Machine Learning as a Service (MLaaS) Ribeiro et al. (2015) is one of the most important solutions to solving a wide variety of problems ranging from computer vision to recommender system. Average users feel reluctant to upload their sensitive data, e.g., health or financial records, to untrusted servers in the cloud. New legislation like the European Union General Data Protection Regulation Hoofnagle et al. (2019) and the California Consumer Privacy Act Camhi and Lyon (2018) requires MLaaS providers to be more attentive about collecting, storing, utilizing, and transferring average users’ data. To protect users’ privacy, Fully Homomorphic Encryption (FHE)-based privacy-preserving neural networks Gilad-Bachrach et al. (2016); Brutzkus et al. (2019); Dathathri et al. (2019, Dathathri et al. (2020); Lou and Jiang (2021) are proposed to perform neural inferences directly on encrypted data. The majority of state-of-the-art FHE schemes including BFV Fan and Vercauteren (2012), BGV Halevi and Shoup (2015) and CKKS Jung et al. (2020) supports only FHE multiplications and additions. Although FHE-based neural networks approximate their activation layers by degree-2 polynomials, they still can obtain competitive inference accuracy Gilad-Bachrach et al. (2016); Brutzkus et al. (2019); Dathathri et al. (2019), Dathathri et al. (2020); Lou and Jiang (2021). However, an FHE-based neural network inference is time-consuming. An inference of a typical FHE-based neural network Dathathri et al. (2019), Dathathri et al. (2020) costs >2 seconds on an encrypted MNIST image and >70 seconds on an encrypted CIFAR-10 image. There is a ∼×100 latency gap between an FHE-based inference and a unencrypted inference, due to the software and hardware drawbacks.
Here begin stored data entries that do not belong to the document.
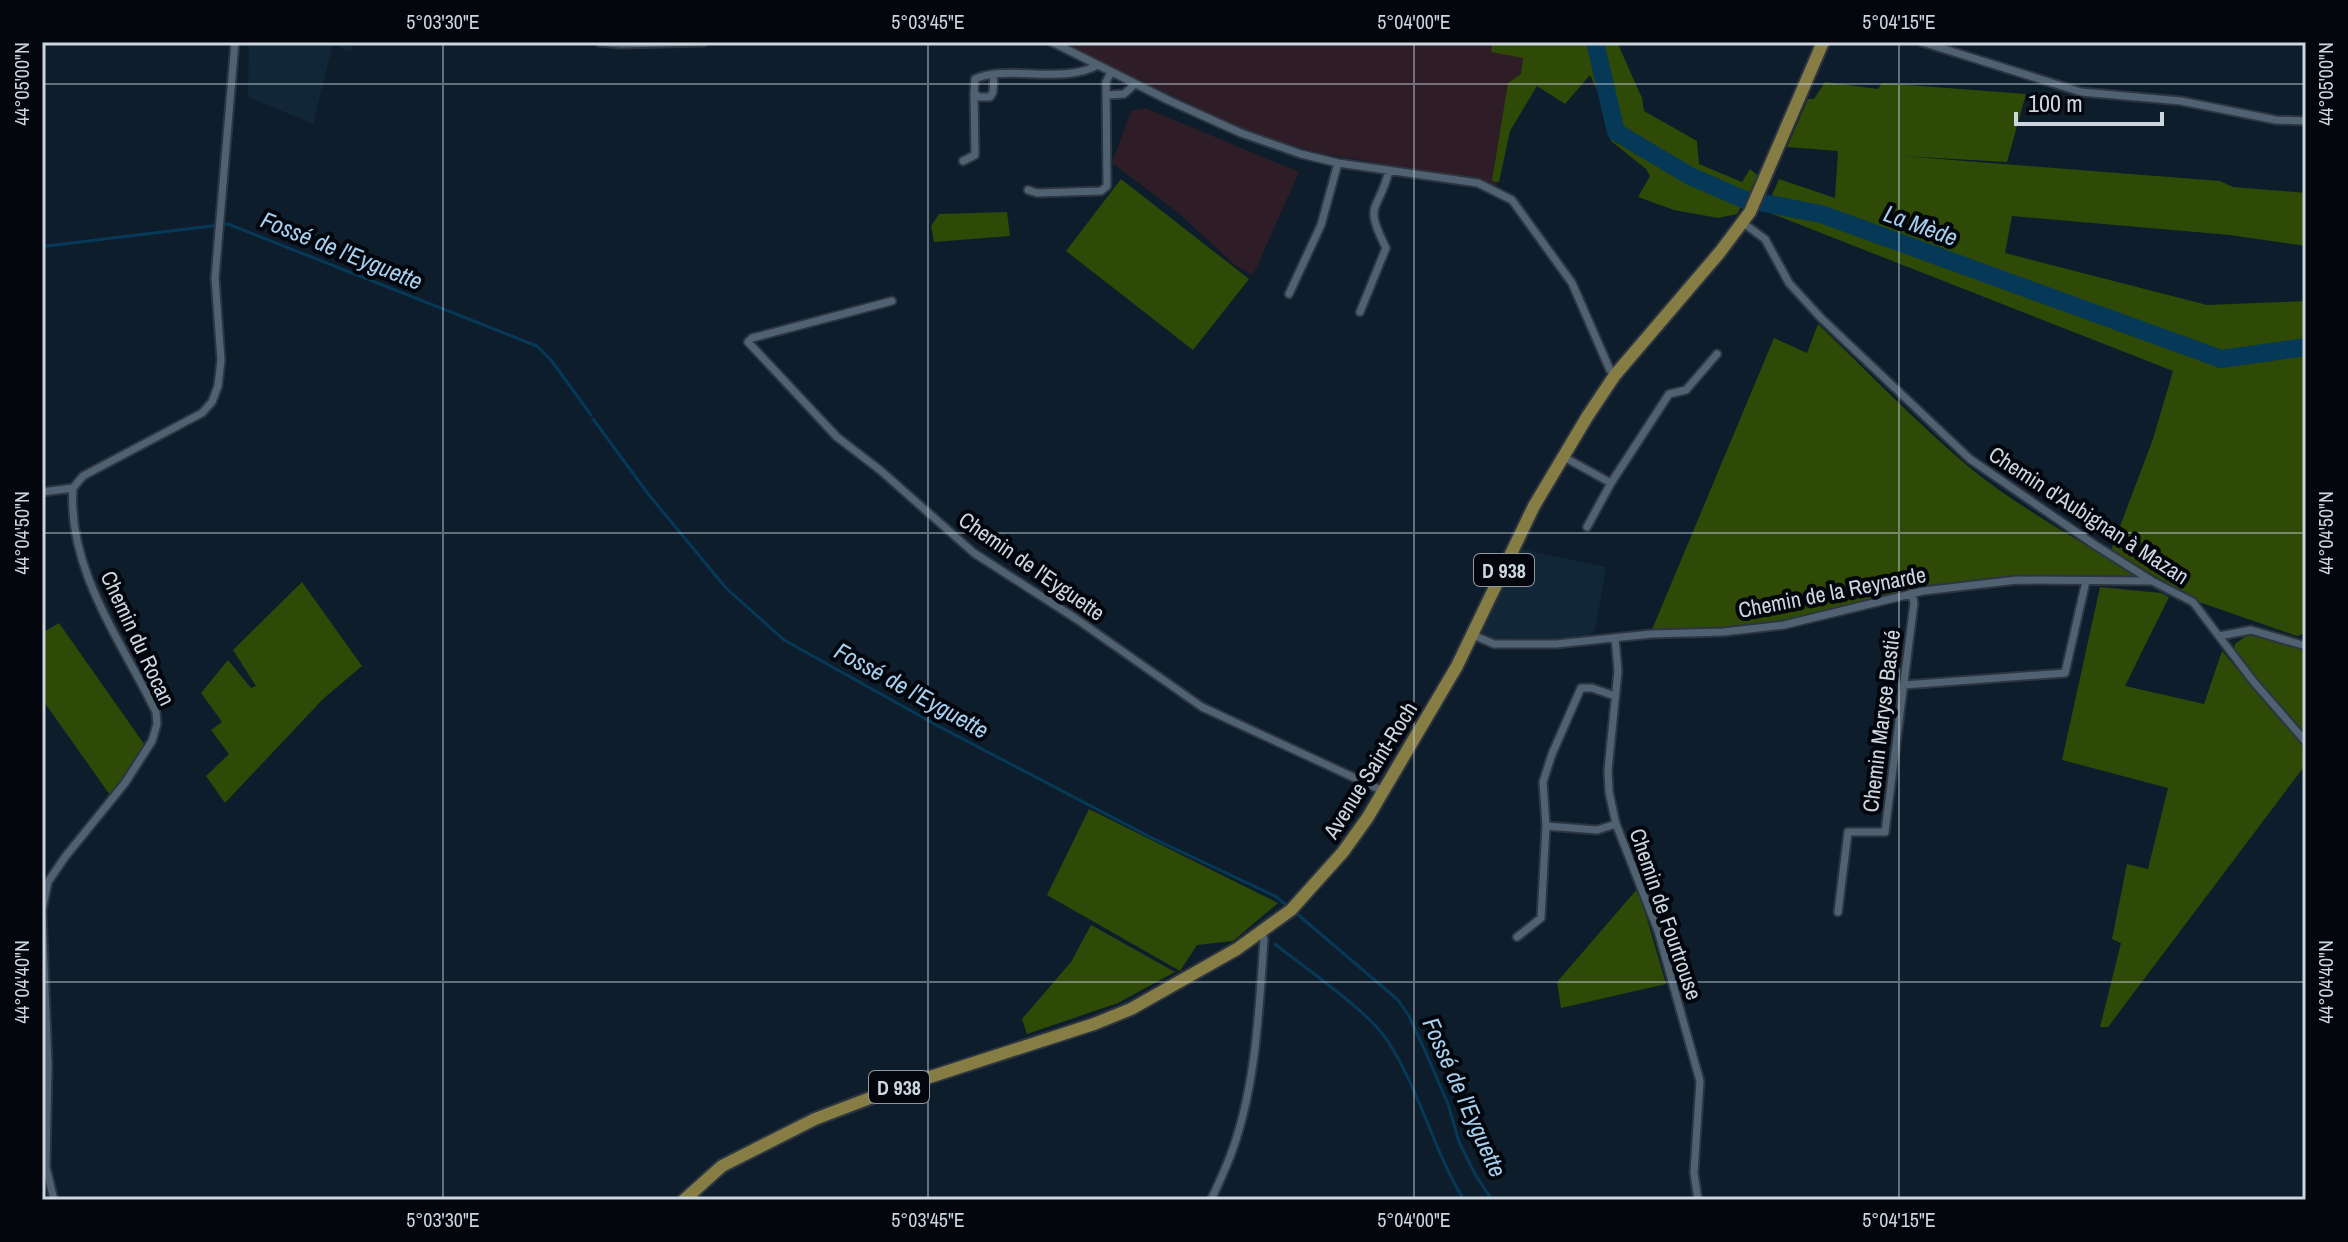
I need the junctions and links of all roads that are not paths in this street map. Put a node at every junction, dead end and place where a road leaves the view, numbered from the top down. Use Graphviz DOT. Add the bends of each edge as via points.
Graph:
graph roads {
  1 [pos="235,42"];
  2 [pos="599,42"];
  3 [pos="704,42"];
  4 [pos="1052,42"];
  5 [pos="1823,42"];
  6 [pos="1922,42"];
  7 [pos="1098,65"];
  8 [pos="1111,72"];
  9 [pos="994,75"];
  10 [pos="1135,84"];
  11 [pos="974,93"];
  12 [pos="1107,95"];
  13 [pos="2306,121"];
  14 [pos="963,161"];
  15 [pos="1338,163"];
  16 [pos="1389,171"];
  17 [pos="1028,190"];
  18 [pos="1746,218"];
  19 [pos="1289,294"];
  20 [pos="892,301"];
  21 [pos="1360,312"];
  22 [pos="1717,354"];
  23 [pos="1615,375"];
  24 [pos="1562,456"];
  25 [pos="1611,483"];
  26 [pos="73,488"];
  27 [pos="42,492"];
  28 [pos="1587,527"];
  29 [pos="2086,581"];
  30 [pos="2152,581"];
  31 [pos="1912,593"];
  32 [pos="1473,635"];
  33 [pos="2219,636"];
  34 [pos="1615,638"];
  35 [pos="2306,646"];
  36 [pos="1904,685"];
  37 [pos="1615,696"];
  38 [pos="2306,742"];
  39 [pos="1383,791"];
  40 [pos="1616,824"];
  41 [pos="1546,826"];
  42 [pos="1838,912"];
  43 [pos="1262,933"];
  44 [pos="1517,937"];
  45 [pos="54,1200"];
  46 [pos="684,1200"];
  47 [pos="1211,1200"];
  48 [pos="1698,1200"];
  1 -- 26 [label="street" via="215,278 218,386 202,413 83,476"];
  2 -- 3 [label="street"];
  4 -- 7 [label="street"];
  5 -- 18 [label="main road, Avenue Saint-Roch / D 938"];
  6 -- 13 [label="street" via="2081,92"];
  7 -- 8 [label="street"];
  7 -- 9 [label="street" via="1077,73"];
  8 -- 10 [label="street"];
  8 -- 12 [label="street"];
  9 -- 11 [label="street" via="975,79"];
  9 -- 11 [label="street" via="990,97"];
  10 -- 12 [label="street" via="1124,94"];
  10 -- 15 [label="street" via="1241,133"];
  11 -- 14 [label="street" via="975,155"];
  12 -- 17 [label="street" via="1105,189"];
  15 -- 16 [label="street"];
  15 -- 19 [label="street" via="1321,225"];
  16 -- 21 [label="street" via="1372,219 1386,248"];
  16 -- 23 [label="street" via="1478,183 1512,200 1572,283"];
  18 -- 23 [label="main road, Avenue Saint-Roch / D 938"];
  18 -- 30 [label="street, Chemin d'Aubignan à Mazan" via="1765,239 1789,283 1821,318 1970,459"];
  20 -- 39 [label="street, Chemin de l'Eyguette" via="748,342 837,437 974,553 1202,707"];
  22 -- 25 [label="street" via="1686,390 1669,394"];
  23 -- 24 [label="main road, Avenue Saint-Roch / D 938"];
  24 -- 25 [label="street"];
  24 -- 32 [label="main road, Avenue Saint-Roch / D 938"];
  25 -- 28 [label="street"];
  26 -- 27 [label="street"];
  26 -- 45 [label="street, Chemin du Rocan" via="72,518 93,590 156,712 157,724 125,783 48,882 42,911 46,1167"];
  29 -- 30 [label="street, Chemin de la Reynarde"];
  29 -- 31 [label="street, Chemin de la Reynarde" via="2017,580"];
  29 -- 36 [label="street" via="2065,673"];
  30 -- 33 [label="street, Chemin d'Aubignan à Mazan" via="2193,602"];
  31 -- 34 [label="street, Chemin de la Reynarde" via="1784,625"];
  31 -- 36 [label="street, Chemin Maryse Bastié"];
  32 -- 34 [label="street, Chemin de la Reynarde" via="1500,644"];
  32 -- 39 [label="main road, Avenue Saint-Roch / D 938"];
  33 -- 35 [label="street" via="2251,630"];
  33 -- 38 [label="street"];
  34 -- 37 [label="street, Chemin de Fourtrouse"];
  36 -- 42 [label="street, Chemin Maryse Bastié" via="1885,832 1848,832"];
  37 -- 40 [label="street, Chemin de Fourtrouse" via="1608,779"];
  37 -- 41 [label="street" via="1581,688 1543,782"];
  39 -- 43 [label="main road, Avenue Saint-Roch / D 938" via="1343,852 1291,910"];
  40 -- 41 [label="street" via="1597,830"];
  40 -- 48 [label="street, Chemin de Fourtrouse" via="1658,931 1700,1081 1694,1173"];
  41 -- 44 [label="street" via="1541,918"];
  43 -- 46 [label="main road, Avenue Saint-Roch / D 938" via="1131,1009 899,1087 779,1136 722,1166"];
  43 -- 47 [label="street" via="1259,1014 1248,1086 1232,1152"];
}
Although FHE can be implemented by multiple schemes, i.e., BFV Fan and Vercauteren (2012), BGV Halevi and Shoup (2015) and CKKS Jung et al. (2020), prior FHE-based neural networks Gilad-Bachrach et al. (2016); Brutzkus et al. (2019); Dathathri et al. (2019), Dathathri et al. (2020); Lou and Jiang (2021) just naïvely select one FHE scheme without considering other alternatives. Different FHE schemes have different advantages Jiang and Ju (2022). BFV and BGV support FHE integer multiplications and additions, while CKKS is good at approximate complex fixed-point arithmetics. Moreover, at the same security level, different FHE schemes have distinctive SIMD batch sizes, and different latencies when performing additions, multiplications, and rotations Jiang and Ju (2022). Different neural networks having different architectures, i.e., layer numbers, kernel sizes, and input/output channel numbers, may favor distinctive FHE schemes, because their FHE inferences have various bottlenecks, e.g., small batch size, slow multiplications, or slow rotations. Unfortunately, there is a total lack of a software tool that can select a suitable FHE scheme for a network architecture.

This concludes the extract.